→ Stored entries
━━━━

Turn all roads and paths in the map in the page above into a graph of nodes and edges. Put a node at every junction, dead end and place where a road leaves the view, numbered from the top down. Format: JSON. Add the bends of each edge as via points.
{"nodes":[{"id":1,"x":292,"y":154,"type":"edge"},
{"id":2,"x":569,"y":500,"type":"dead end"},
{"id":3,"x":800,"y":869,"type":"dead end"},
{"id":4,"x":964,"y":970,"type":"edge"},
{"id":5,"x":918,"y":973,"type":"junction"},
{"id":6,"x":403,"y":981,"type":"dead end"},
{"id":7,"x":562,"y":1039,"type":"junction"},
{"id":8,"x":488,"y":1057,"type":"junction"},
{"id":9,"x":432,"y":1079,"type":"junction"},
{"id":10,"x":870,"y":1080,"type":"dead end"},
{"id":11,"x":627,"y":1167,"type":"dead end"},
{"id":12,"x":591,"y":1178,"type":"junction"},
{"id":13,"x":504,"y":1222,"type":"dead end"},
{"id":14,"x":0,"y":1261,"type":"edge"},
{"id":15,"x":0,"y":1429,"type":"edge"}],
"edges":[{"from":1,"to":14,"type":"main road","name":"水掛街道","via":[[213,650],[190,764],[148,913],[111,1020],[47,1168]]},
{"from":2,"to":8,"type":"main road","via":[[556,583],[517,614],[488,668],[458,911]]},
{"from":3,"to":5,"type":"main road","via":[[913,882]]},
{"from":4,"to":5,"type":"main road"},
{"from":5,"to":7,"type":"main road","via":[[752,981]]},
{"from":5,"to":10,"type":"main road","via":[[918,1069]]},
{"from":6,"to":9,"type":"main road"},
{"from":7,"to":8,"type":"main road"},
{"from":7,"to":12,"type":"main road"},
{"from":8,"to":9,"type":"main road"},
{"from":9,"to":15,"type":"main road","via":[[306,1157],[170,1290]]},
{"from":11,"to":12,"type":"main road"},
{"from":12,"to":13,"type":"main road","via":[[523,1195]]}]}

━━━━

→ The task
The full set of entries above should be given again exactly.

→ Response to this exercise
Turn all roads and paths in the map in the page above into a graph of nodes and edges. Put a node at every junction, dead end and place where a road leaves the view, numbered from the top down. Format: JSON. Add the bends of each edge as via points.
{"nodes":[{"id":1,"x":292,"y":154,"type":"edge"},
{"id":2,"x":569,"y":500,"type":"dead end"},
{"id":3,"x":800,"y":869,"type":"dead end"},
{"id":4,"x":964,"y":970,"type":"edge"},
{"id":5,"x":918,"y":973,"type":"junction"},
{"id":6,"x":403,"y":981,"type":"dead end"},
{"id":7,"x":562,"y":1039,"type":"junction"},
{"id":8,"x":488,"y":1057,"type":"junction"},
{"id":9,"x":432,"y":1079,"type":"junction"},
{"id":10,"x":870,"y":1080,"type":"dead end"},
{"id":11,"x":627,"y":1167,"type":"dead end"},
{"id":12,"x":591,"y":1178,"type":"junction"},
{"id":13,"x":504,"y":1222,"type":"dead end"},
{"id":14,"x":0,"y":1261,"type":"edge"},
{"id":15,"x":0,"y":1429,"type":"edge"}],
"edges":[{"from":1,"to":14,"type":"main road","name":"水掛街道","via":[[213,650],[190,764],[148,913],[111,1020],[47,1168]]},
{"from":2,"to":8,"type":"main road","via":[[556,583],[517,614],[488,668],[458,911]]},
{"from":3,"to":5,"type":"main road","via":[[913,882]]},
{"from":4,"to":5,"type":"main road"},
{"from":5,"to":7,"type":"main road","via":[[752,981]]},
{"from":5,"to":10,"type":"main road","via":[[918,1069]]},
{"from":6,"to":9,"type":"main road"},
{"from":7,"to":8,"type":"main road"},
{"from":7,"to":12,"type":"main road"},
{"from":8,"to":9,"type":"main road"},
{"from":9,"to":15,"type":"main road","via":[[306,1157],[170,1290]]},
{"from":11,"to":12,"type":"main road"},
{"from":12,"to":13,"type":"main road","via":[[523,1195]]}]}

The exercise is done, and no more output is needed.